*** Opening INPUT MATERIAL ***
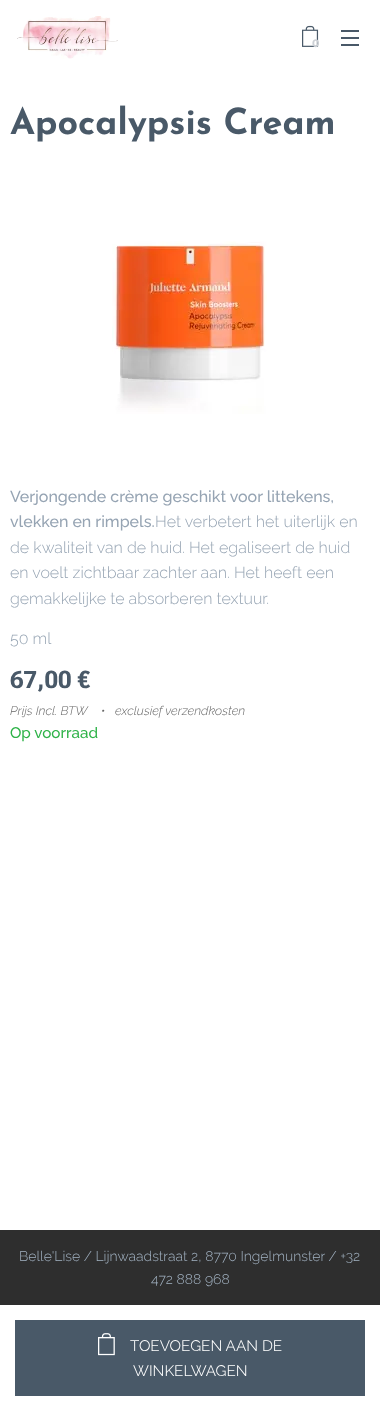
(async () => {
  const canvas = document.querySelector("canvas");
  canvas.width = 380;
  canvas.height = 1411;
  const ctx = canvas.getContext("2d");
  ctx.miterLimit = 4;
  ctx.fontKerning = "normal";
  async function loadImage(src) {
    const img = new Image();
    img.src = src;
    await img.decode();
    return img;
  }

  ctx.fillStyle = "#ffffff";
  ctx.fillRect(0, 0, 380, 1411);
  ctx.drawImage(await loadImage("img/1.png"), 17, 16, 101, 43);
  ctx.drawImage(await loadImage("img/2.png"), 302, 25, 17, 22);
  for (const [x, y, w, h, color] of [
    [341, 37, 18, 2, "#495968"],
    [341, 30, 18, 2, "#495968"],
    [341, 44, 18, 2, "#495968"],
  ]) {
    ctx.fillStyle = color;
    ctx.fillRect(x, y, w, h);
  }
  ctx.drawImage(await loadImage("img/3.png"), 112, 241, 155, 173);
  ctx.fillRect(15, 1320, 350, 76);
  ctx.drawImage(await loadImage("img/4.png"), 98, 1333, 17, 23);
  ctx.fillStyle = "#2e2e2e";
  ctx.fillRect(0, 1230, 380, 75);
  ctx.font = "bold 11px Montserrat";
  ctx.fillStyle = "#ccd0d5";
  ctx.fillText("0", 312, 47);
  ctx.font = "bold 36px Josefin Sans";
  ctx.fillStyle = "#495968";
  ctx.fillText("Apocalypsis Cream", 10, 134);
  ctx.font = "500 16px Raleway";
  ctx.fillStyle = "#96a4b3";
  ctx.fillText("Verjongende crème geschikt voor littekens,", 10, 502);
  ctx.fillText("vlekken en rimpels.", 10, 527);
  ctx.font = "300 16px Raleway";
  for (const [text, x, y] of [
    ["Het verbetert het uiterlijk en", 155, 527],
    ["de kwaliteit van de huid. Het egaliseert de huid", 10, 553],
    ["en voelt zichtbaar zachter aan. Het heeft een", 10, 578],
    ["gemakkelijke te absorberen textuur.", 10, 604],
    ["50 ml", 10, 644],
  ]) {
    ctx.fillText(text, x, y);
  }
  ctx.font = "bold 24px Roboto Flex";
  ctx.fillStyle = "#495968";
  ctx.fillText("67,00 €", 10, 688);
  ctx.font = "italic 300 12.5px Raleway";
  ctx.fillStyle = "#666666";
  for (const [text, x, y] of [
    ["Prijs Incl. BTW", 10, 715],
    ["•", 101, 715],
    ["exclusief verzendkosten", 115, 715],
  ]) {
    ctx.fillText(text, x, y);
  }
  ctx.font = "500 15.25px Raleway";
  ctx.fillStyle = "#2db247";
  ctx.fillText("Op voorraad", 10, 738);
  ctx.font = "300 15.25px 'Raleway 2'";
  ctx.fillStyle = "#ffffff";
  ctx.fillText("TOEVOEGEN AAN DE", 130, 1351);
  ctx.fillText("WINKELWAGEN", 133, 1376);
  ctx.font = "300 14px Raleway";
  ctx.fillStyle = "#a3b3c3";
  ctx.fillText("Belle'Lise / Lijnwaadstraat 2, 8770 Ingelmunster / +32", 19, 1261);
  ctx.fillText("472 888 968", 151, 1284);
})();
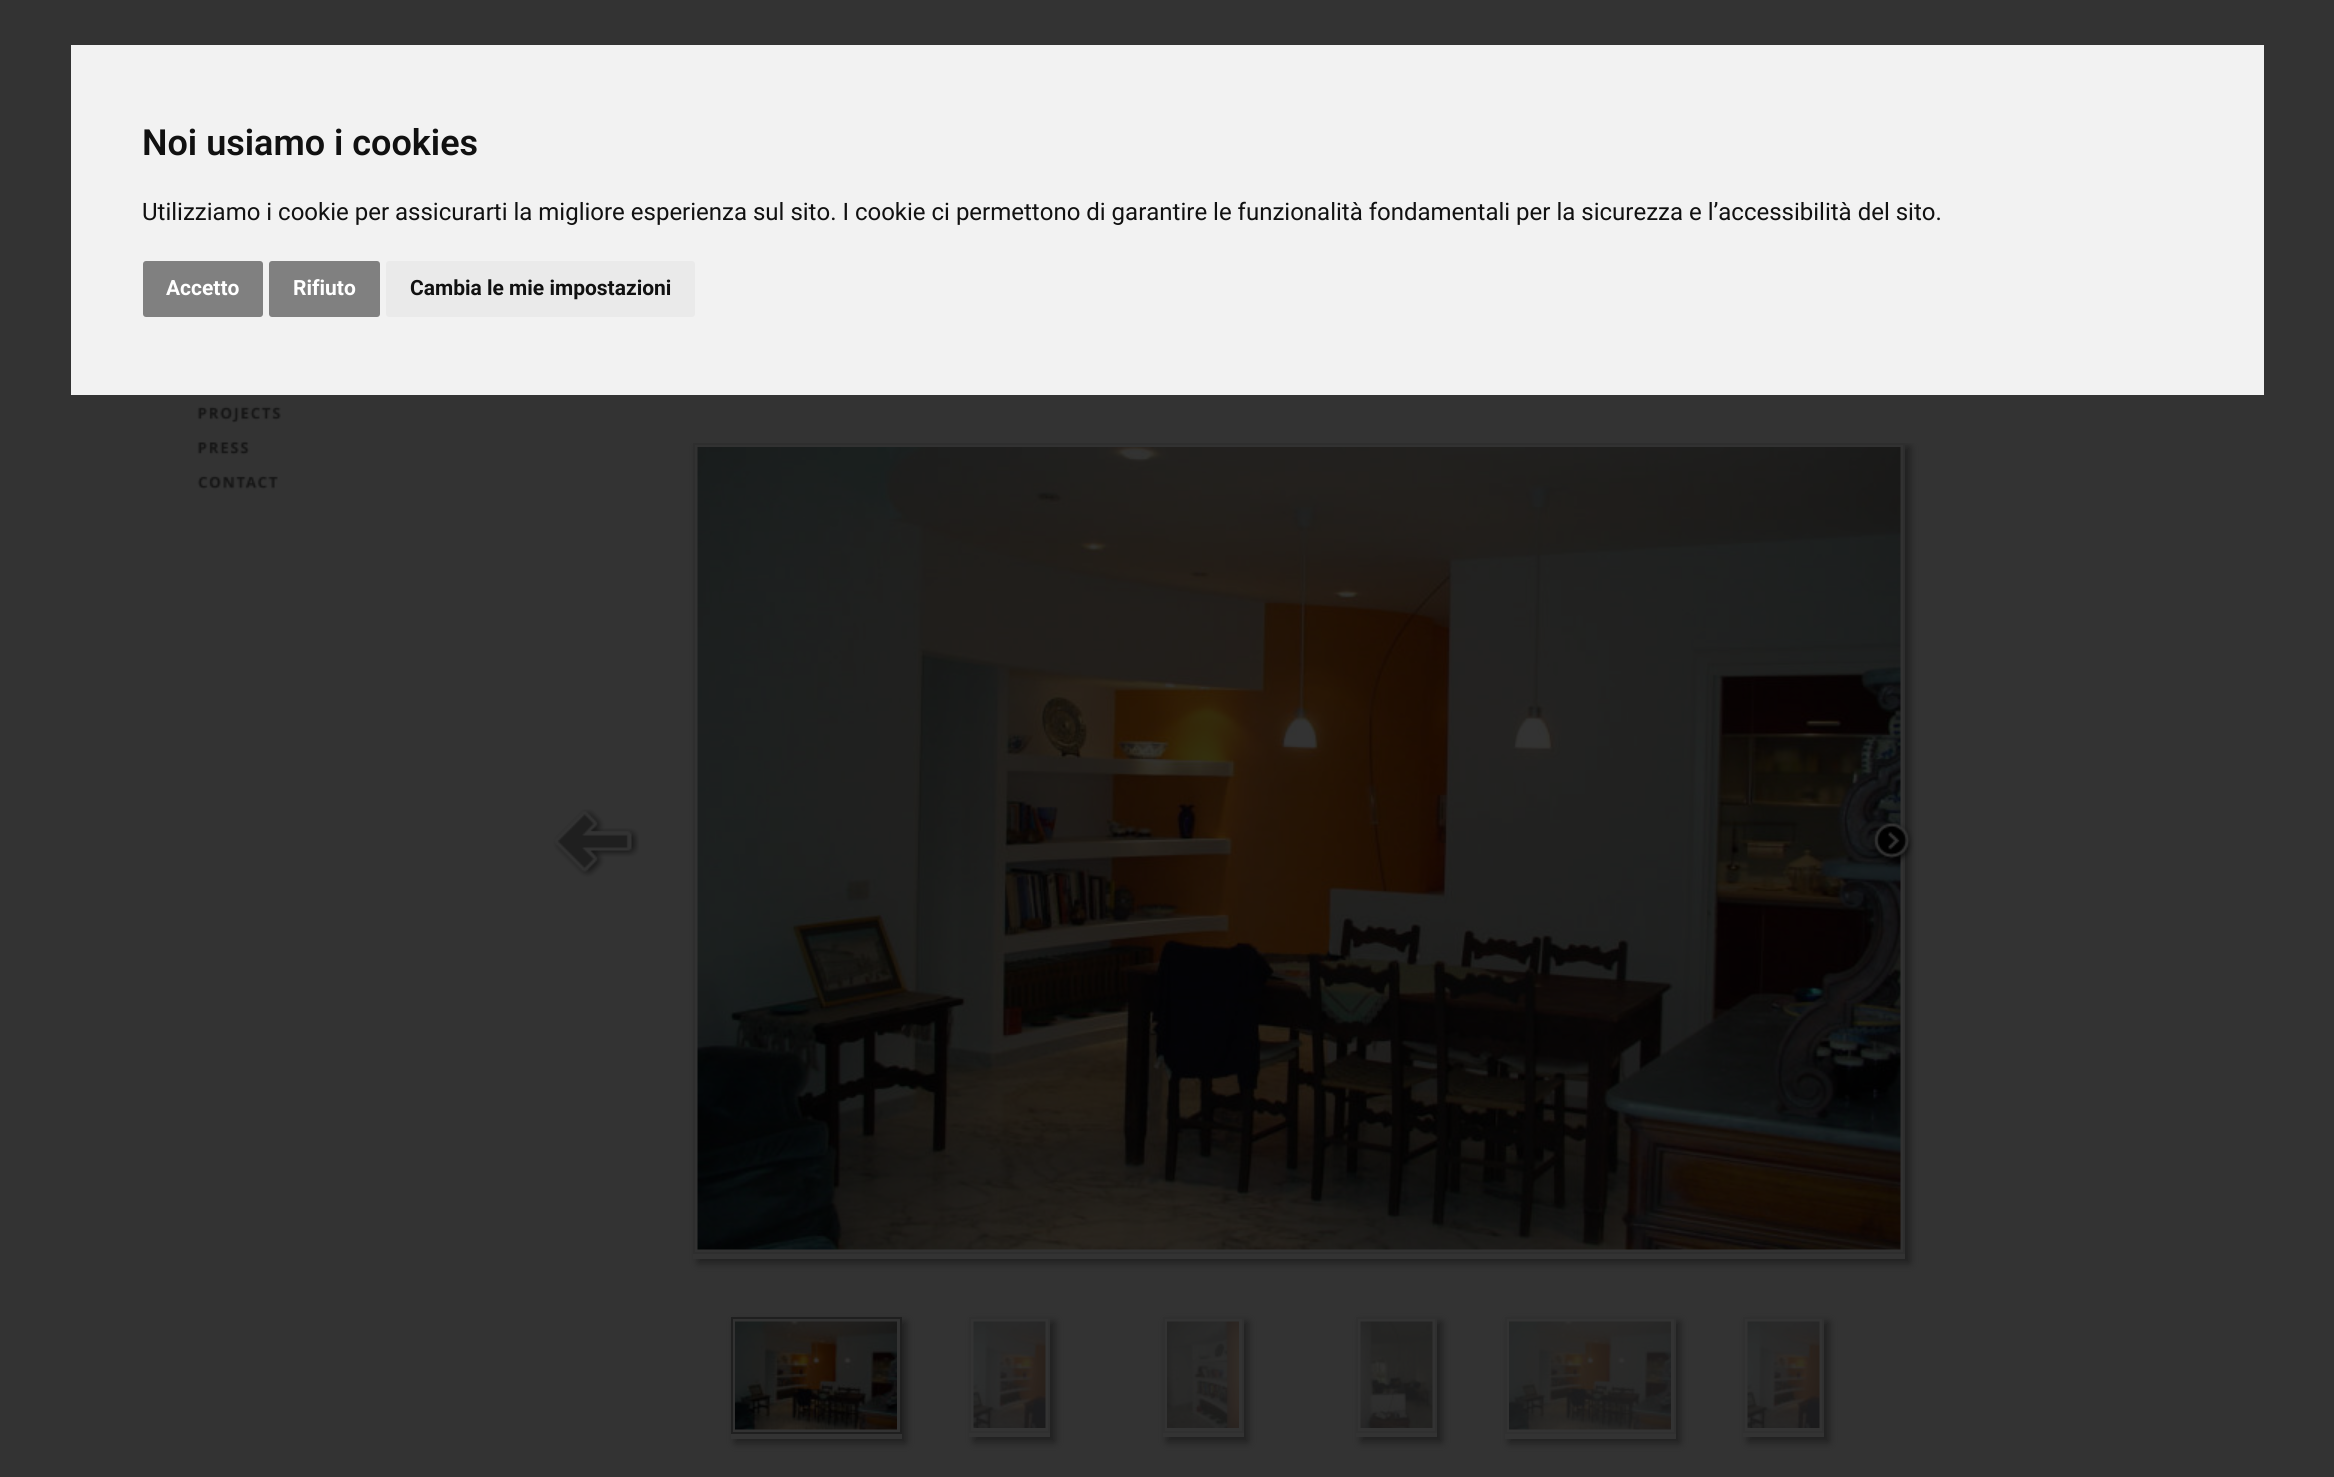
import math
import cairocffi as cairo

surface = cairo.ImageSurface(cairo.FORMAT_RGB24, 2334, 1477)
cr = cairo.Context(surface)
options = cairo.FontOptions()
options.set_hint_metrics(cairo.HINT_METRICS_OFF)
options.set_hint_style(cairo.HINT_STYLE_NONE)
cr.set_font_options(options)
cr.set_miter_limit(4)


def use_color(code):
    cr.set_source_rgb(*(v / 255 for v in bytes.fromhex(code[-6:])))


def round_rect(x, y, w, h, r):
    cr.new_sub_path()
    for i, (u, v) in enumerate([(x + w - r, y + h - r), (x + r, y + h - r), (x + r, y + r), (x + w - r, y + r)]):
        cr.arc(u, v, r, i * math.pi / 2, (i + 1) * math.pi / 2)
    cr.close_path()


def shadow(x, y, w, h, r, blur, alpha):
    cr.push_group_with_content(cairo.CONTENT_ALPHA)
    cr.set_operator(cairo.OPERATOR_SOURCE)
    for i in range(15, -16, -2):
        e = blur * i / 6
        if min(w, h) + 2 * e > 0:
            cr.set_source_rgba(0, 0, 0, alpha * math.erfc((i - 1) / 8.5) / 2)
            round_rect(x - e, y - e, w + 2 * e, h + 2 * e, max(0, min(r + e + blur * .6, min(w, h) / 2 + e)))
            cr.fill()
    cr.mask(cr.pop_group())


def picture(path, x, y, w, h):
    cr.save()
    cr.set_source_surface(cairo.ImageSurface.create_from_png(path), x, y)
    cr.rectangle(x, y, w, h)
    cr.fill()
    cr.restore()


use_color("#333333")
cr.paint()
use_color("#f2f2f2")
cr.rectangle(71, 45, 2193, 350)
cr.fill()
cr.select_font_face("Roboto SemiBold")
cr.set_font_size(36)
use_color("#111111")
cr.move_to(142, 155)
cr.show_text("Noi usiamo i cookies")
cr.select_font_face("Roboto")
cr.set_font_size(24)
cr.move_to(142, 220)
cr.show_text("Utilizziamo i cookie per assicurarti la migliore esperienza sul sito. I cookie ci permettono di garantire le funzionalità fondamentali per la sicurezza e l’accessibilità del sito.")
use_color("#808080")
round_rect(143, 261, 120, 56, 3)
cr.fill()
cr.select_font_face("Roboto", cairo.FONT_SLANT_NORMAL, cairo.FONT_WEIGHT_BOLD)
cr.set_font_size(21)
use_color("#ffffff")
cr.move_to(166, 295)
cr.show_text("Accetto")
use_color("#808080")
round_rect(269, 261, 111, 56, 3)
cr.fill()
use_color("#ffffff")
cr.move_to(293, 295)
cr.show_text("Rifiuto")
use_color("#eaeaea")
round_rect(386, 261, 309, 56, 3)
cr.fill()
use_color("#111111")
cr.move_to(410, 295)
cr.show_text("Cambia le mie impostazioni")
picture("img1.png", 197, 406, 84, 17)
picture("img2.png", 197, 441, 53, 14)
picture("img3.png", 197, 475, 81, 15)
picture("img4.png", 553, 809, 86, 68)
cr.save()
cr.rectangle(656, 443, 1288, 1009)
cr.clip()
use_color("#1f1f1f")
shadow(698, 447, 1212, 816, 0, 4, 1)
cr.restore()
use_color("#333333")
cr.rectangle(693, 1254, 1212, 5)
cr.fill()
use_color("#323232")
cr.rectangle(694, 444, 1210, 809)
cr.fill_preserve()
use_color("#2e2e2e")
cr.stroke()
picture("img5.png", 697, 447, 1204, 803)
picture("img6.png", 1870, 822, 44, 41)
use_color("#1f1f1f")
shadow(735, 1322, 171, 121, 0, 4, 1)
use_color("#333333")
cr.rectangle(731, 1434, 171, 5)
cr.fill()
use_color("#323232")
cr.rectangle(732, 1318, 169, 115)
cr.fill_preserve()
use_color("#1f1f1f")
cr.stroke()
picture("img7.png", 735, 1321, 162, 109)
cr.save()
cr.set_fill_rule(cairo.FILL_RULE_EVEN_ODD)
cr.new_path()
cr.move_to(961, 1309)
cr.line_to(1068, 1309)
cr.line_to(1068, 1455)
cr.line_to(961, 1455)
cr.close_path()
cr.move_to(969, 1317)
cr.line_to(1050, 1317)
cr.line_to(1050, 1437)
cr.line_to(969, 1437)
cr.close_path()
cr.clip()
use_color("#1f1f1f")
shadow(974, 1322, 81, 120, 0, 4, 1)
cr.restore()
cr.rectangle(970, 1318, 79, 114)
use_color("#303030")
cr.stroke()
picture("img8.png", 973, 1321, 73, 107)
use_color("#1f1f1f")
shadow(1167, 1322, 81, 120, 0, 4, 1)
use_color("#333333")
cr.rectangle(1163, 1433, 81, 4)
cr.fill()
cr.rectangle(1164, 1318, 79, 114)
cr.fill_preserve()
use_color("#303030")
cr.stroke()
picture("img9.png", 1167, 1321, 72, 107)
cr.save()
cr.set_fill_rule(cairo.FILL_RULE_EVEN_ODD)
cr.new_path()
cr.move_to(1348, 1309)
cr.line_to(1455, 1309)
cr.line_to(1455, 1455)
cr.line_to(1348, 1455)
cr.close_path()
cr.move_to(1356, 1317)
cr.line_to(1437, 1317)
cr.line_to(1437, 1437)
cr.line_to(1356, 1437)
cr.close_path()
cr.clip()
use_color("#1f1f1f")
shadow(1361, 1322, 81, 120, 0, 4, 1)
cr.restore()
cr.rectangle(1357, 1318, 79, 114)
cr.stroke()
picture("img10.png", 1360, 1321, 73, 107)
use_color("#1f1f1f")
shadow(1509, 1322, 171, 121, 0, 4, 1)
use_color("#333333")
cr.rectangle(1505, 1434, 171, 5)
cr.fill()
cr.rectangle(1506, 1318, 169, 115)
cr.fill_preserve()
use_color("#303030")
cr.stroke()
picture("img11.png", 1509, 1321, 162, 109)
cr.save()
cr.set_fill_rule(cairo.FILL_RULE_EVEN_ODD)
cr.new_path()
cr.move_to(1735, 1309)
cr.line_to(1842, 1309)
cr.line_to(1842, 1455)
cr.line_to(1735, 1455)
cr.close_path()
cr.move_to(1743, 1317)
cr.line_to(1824, 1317)
cr.line_to(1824, 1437)
cr.line_to(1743, 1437)
cr.close_path()
cr.clip()
use_color("#1f1f1f")
shadow(1748, 1322, 81, 120, 0, 4, 1)
cr.restore()
cr.rectangle(1744, 1318, 79, 114)
cr.stroke()
picture("img8.png", 1747, 1321, 73, 107)
surface.write_to_png("result.png")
*** Closing INPUT MATERIAL ***
[AIM OF THE TASK] Please filter the data down to the lines containing the word "math".

[WRITTEN ANSWER]
import math
        cr.arc(u, v, r, i * math.pi / 2, (i + 1) * math.pi / 2)
            cr.set_source_rgba(0, 0, 0, alpha * math.erfc((i - 1) / 8.5) / 2)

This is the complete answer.